Glick is a third shift cook at Fitzy’s 24 hour diner on Schrock road. Like many consumers he’s saddled with high electric bills.
“Any given month, with air conditioning in the summer it can go as high as 300 dollars and then in the wintertime with gas heat on it’s usually about 15o. Now, six years ago when I first moved in the average bill in the winter was 80 bucks.” Says Glick
Glick is looking for some relief from high electric bills. But, whether a deregulated electricity market helps Glick remains a question. Amy Kurt at the Ohio Consumers’Counsel says Ohio is de-regulating only the power supply, not the poles and electric lines strung through the neighborhood.
“So it’s the actual electrons of electricity that are being delivered through those lines into your home.”
Kurt says that makes for a complicated electric bill. A bill generally identifies five separate charges but only the generation charge, the price per kilowatt hour, is now set by a competitive market.
“If you lose money or if you save money that is part of the risk of energy choice or energy competition.” Says Kurt.

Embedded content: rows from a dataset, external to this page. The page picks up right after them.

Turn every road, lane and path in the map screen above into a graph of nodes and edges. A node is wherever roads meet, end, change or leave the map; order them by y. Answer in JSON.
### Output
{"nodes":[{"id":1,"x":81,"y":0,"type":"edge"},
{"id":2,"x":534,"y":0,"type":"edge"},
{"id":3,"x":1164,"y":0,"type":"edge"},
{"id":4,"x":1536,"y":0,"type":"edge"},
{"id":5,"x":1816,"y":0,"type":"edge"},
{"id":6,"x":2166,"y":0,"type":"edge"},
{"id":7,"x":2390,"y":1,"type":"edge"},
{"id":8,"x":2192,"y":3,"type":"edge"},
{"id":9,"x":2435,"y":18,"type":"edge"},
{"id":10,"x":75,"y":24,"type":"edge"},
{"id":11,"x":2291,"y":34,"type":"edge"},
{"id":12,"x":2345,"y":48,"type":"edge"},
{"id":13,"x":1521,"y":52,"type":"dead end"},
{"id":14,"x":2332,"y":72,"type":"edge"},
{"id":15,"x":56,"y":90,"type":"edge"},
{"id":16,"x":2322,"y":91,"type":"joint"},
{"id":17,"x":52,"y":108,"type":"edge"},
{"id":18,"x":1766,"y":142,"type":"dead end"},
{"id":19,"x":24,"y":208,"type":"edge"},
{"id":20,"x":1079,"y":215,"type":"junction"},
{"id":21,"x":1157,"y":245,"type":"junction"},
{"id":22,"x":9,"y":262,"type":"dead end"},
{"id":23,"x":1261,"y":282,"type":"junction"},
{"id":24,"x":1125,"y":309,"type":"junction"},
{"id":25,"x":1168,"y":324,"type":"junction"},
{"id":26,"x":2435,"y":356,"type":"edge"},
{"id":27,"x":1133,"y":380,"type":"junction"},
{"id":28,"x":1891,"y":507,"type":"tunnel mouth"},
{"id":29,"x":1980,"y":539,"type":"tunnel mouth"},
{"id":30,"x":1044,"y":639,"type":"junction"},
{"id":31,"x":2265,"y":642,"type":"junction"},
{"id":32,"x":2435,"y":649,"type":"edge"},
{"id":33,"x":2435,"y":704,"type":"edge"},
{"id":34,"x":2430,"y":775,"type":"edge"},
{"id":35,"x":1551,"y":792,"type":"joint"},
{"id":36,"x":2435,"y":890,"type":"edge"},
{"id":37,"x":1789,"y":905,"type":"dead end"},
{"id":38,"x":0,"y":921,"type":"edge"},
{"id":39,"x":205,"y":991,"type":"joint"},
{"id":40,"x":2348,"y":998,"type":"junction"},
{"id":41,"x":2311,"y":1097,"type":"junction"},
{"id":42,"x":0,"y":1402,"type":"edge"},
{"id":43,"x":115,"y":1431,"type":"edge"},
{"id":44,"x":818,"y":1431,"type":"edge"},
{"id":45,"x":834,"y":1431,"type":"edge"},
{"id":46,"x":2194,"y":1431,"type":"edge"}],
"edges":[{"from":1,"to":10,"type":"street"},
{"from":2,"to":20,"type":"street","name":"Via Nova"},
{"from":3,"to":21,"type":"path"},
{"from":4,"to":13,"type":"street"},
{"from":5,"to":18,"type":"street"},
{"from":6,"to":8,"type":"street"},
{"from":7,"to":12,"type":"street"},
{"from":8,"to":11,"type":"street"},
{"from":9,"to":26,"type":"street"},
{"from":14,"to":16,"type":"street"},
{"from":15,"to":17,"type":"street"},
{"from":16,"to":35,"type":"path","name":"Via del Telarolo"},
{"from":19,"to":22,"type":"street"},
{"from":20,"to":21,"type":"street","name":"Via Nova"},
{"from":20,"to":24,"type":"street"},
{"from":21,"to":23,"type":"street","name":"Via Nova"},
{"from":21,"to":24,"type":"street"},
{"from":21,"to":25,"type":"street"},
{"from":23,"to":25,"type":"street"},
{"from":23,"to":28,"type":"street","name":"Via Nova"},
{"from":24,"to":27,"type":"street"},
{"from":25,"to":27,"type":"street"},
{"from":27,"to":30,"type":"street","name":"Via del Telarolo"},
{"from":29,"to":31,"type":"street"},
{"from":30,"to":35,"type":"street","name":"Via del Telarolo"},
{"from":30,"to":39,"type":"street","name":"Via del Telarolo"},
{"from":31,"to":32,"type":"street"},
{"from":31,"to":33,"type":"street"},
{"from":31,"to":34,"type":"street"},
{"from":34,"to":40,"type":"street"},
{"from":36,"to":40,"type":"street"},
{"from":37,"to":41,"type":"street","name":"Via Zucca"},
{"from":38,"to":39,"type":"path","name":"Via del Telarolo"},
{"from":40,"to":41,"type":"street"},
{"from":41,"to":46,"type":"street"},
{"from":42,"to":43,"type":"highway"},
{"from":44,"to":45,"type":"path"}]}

The Consumers’Counsel lists seven electric suppliers now offering eleven different rate plans in central and southern Ohio. Its up to consumers to ferret out the best offer. Glen Patterson of Columbus lives in an all-electric home on the north side. He says it takes a little time and attention to detail to find the best rate. But, he recently decided to change electric suppliers to escape what he called an “outrageous” electric bill.
“At the time I was paying something like anywhere from 180 to 200 dollars a month for electric. I went to both of them then it didn’t drop much because I was paying AEP so much and I was paying Direct Energy so much. But I will know something after the first of the year when they break off.” Says Patterson.
Patterson anticipates less fluctuation in his monthly electric bill under his new plan. And, he says he chose a plan that allows him to change again at anytime with no cancellation fee. Such fees are also part of deregulation. Like cable and phone plans, electric plans can come with termination fees. Public Utilities Commission Chair, Todd Snitchler, urges consumers read the fine print in electric contract offers to know of possible risks.
“What the offer is, what the terms are. Do you have a cancellation charge? What’s the rate going to be? Is it an introductory offer. Is it for the entire term of the contract?
Snitchler says the PUCO still must approve electric suppliers to Ohio and monitor their conduct. Back at Fitzy’s Diner, Zack Glick says he’s taking a wait and see approach on de-regulated electricity markets.
“Eventually, it could be a good thing right off or it could be like OPEC again in the 70s where everyone conglomerates together and says you’re going to pay this price or tough.” Adds Glick.